Na noite de terça-feira, o Senado realizou as duas votações necessárias para a aprovação da PEC das Drogas, que passou com maioria relativamente apertada: eram necessários ao menos 49 senadores favoráveis, e o texto teve o apoio de 53 parlamentares na primeira votação e 52 na segunda. A resistência, no entanto, foi pequena: nove senadores contrários nas duas votações. Por fim, um quarto do Senado nem compareceu à votação. Agora, a PEC segue para a Câmara dos Deputados, onde também precisará do apoio de três quintos da casa (308 deputados) e, especialmente, de Arthur Lira (PP-AL), que controla a pauta da Câmara e pode acelerar ou retardar a tramitação.
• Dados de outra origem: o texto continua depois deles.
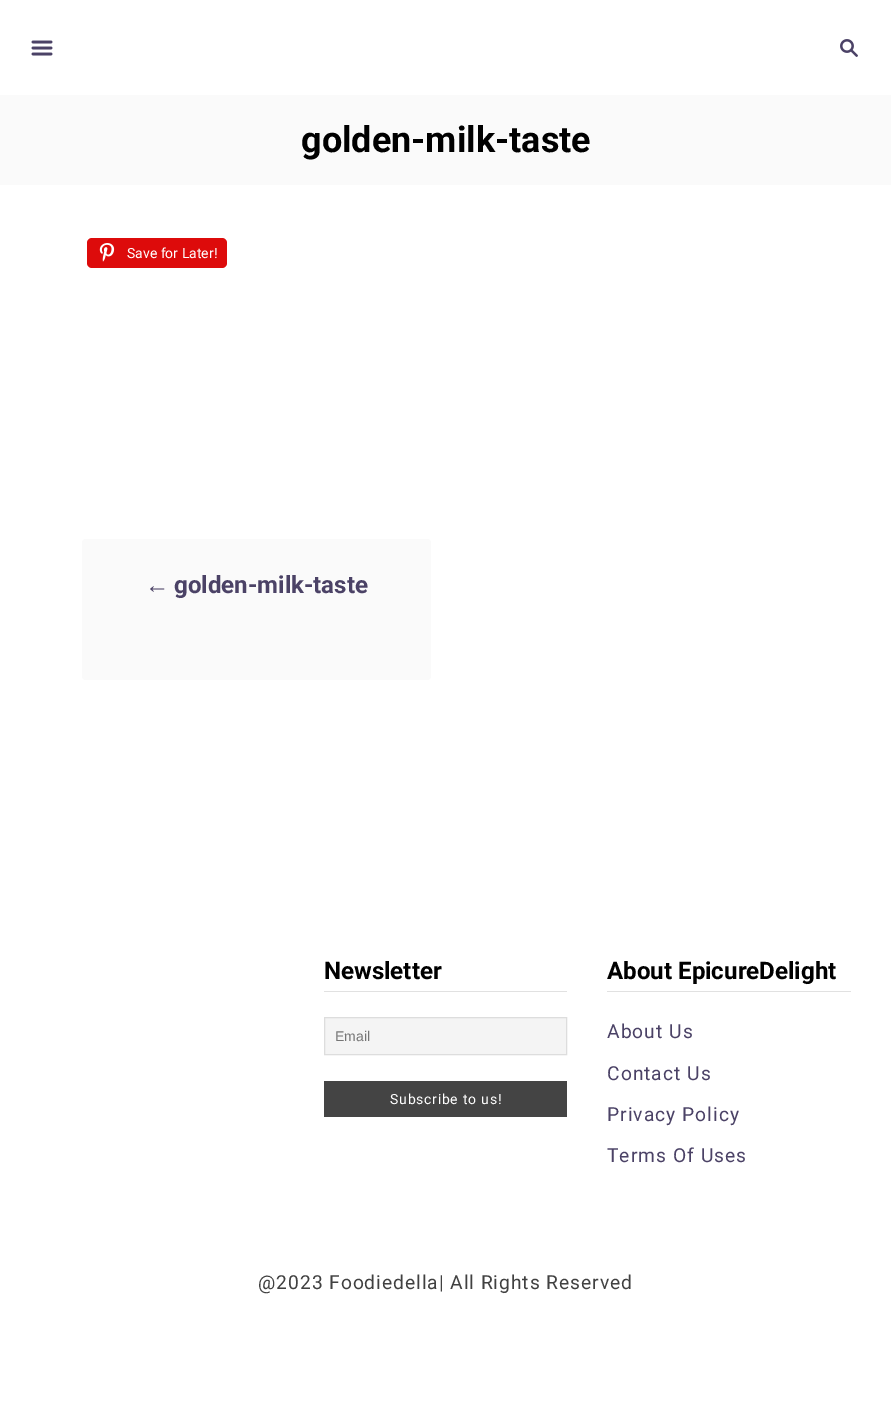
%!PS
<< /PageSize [891 1401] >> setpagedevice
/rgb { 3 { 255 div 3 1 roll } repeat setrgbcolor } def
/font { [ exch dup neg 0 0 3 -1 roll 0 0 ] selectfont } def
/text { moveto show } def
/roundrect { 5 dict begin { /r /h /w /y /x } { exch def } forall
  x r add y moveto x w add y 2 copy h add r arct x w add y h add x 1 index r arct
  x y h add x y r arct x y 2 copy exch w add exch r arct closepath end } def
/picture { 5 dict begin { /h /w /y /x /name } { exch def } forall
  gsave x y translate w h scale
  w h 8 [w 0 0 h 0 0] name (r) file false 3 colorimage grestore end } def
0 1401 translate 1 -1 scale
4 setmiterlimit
255 255 255 rgb
0 0 891 1401 rectfill
(img_01.rgb) 31 40 22 16 picture
(img_02.rgb) 840 39 18 18 picture
250 250 250 rgb
0 95 891 90 rectfill
221 11 11 rgb
87 238 140 30 5 roundrect fill
(img_03.rgb) 99 243 16 19 picture
250 250 250 rgb
82 539 349 141 4 roundrect fill
225 225 225 rgb
324 991 243 1 rectfill
244 244 244 rgb
324.5 1017.5 moveto 242 0 rlineto 0 37 rlineto -242 0 rlineto closepath gsave fill grestore
221 221 221 rgb
stroke
68 68 68 rgb
324 1081 243 36 rectfill
225 225 225 rgb
607 991 244 1 rectfill
/Roboto-Bold 36 font
0 0 0 rgb
(golden-milk-taste) 301 152 text
/Roboto-Regular 14 font
255 255 255 rgb
(Save for Later!) 127 258 text
/LiberationSans-Bold 24.1 font
75 66 102 rgb
(←) 145 593 text
/Roboto-Bold 24.1 font
(golden-milk-taste) 174 593 text
0 0 0 rgb
(Newsletter) 324 979 text
/LiberationSans-Regular 14 font
117 117 117 rgb
(Email) 335 1041 text
/Roboto-Regular 14 font
255 255 255 rgb
390 1104 moveto 0.75 0 (Subscribe to us!) ashow
/Roboto-Bold 24.1 font
0 0 0 rgb
(About EpicureDelight) 607 979 text
/Roboto-Regular 19.25 font
75 66 102 rgb
607 1038 moveto 1 0 (About Us) ashow
607 1080 moveto 1 0 (Contact Us) ashow
607 1121 moveto 1 0 (Privacy Policy) ashow
607 1162 moveto 1 0 (Terms Of Uses) ashow
65 65 65 rgb
258 1289 moveto 0.95 0 (@2023 Foodiedella| All Rights Reserved) ashow
showpage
A PEC insere um novo inciso, o LXXX, no artigo 5.º da Constituição, que trata dos direitos e deveres individuais e coletivos e constitui cláusula pétrea. O novo inciso prevê que “a lei considerará crime a posse e o porte, independentemente da quantidade, de entorpecentes e drogas afins, sem autorização ou em desacordo com determinação legal ou regulamentar, observada a distinção entre traficante e usuário por todas as circunstâncias fáticas do caso concreto, aplicáveis ao usuário penas alternativas à prisão e tratamento contra dependência”. Com isso, ficariam fechadas as portas para qualquer tentativa de descriminalização ou legalização das drogas no Brasil. As referências à distinção entre traficante e usuário e às penas alternativas para este último, que já existem na atual Lei de Drogas, foram um acréscimo do relator na CCJ para consolidar o apoio ao texto.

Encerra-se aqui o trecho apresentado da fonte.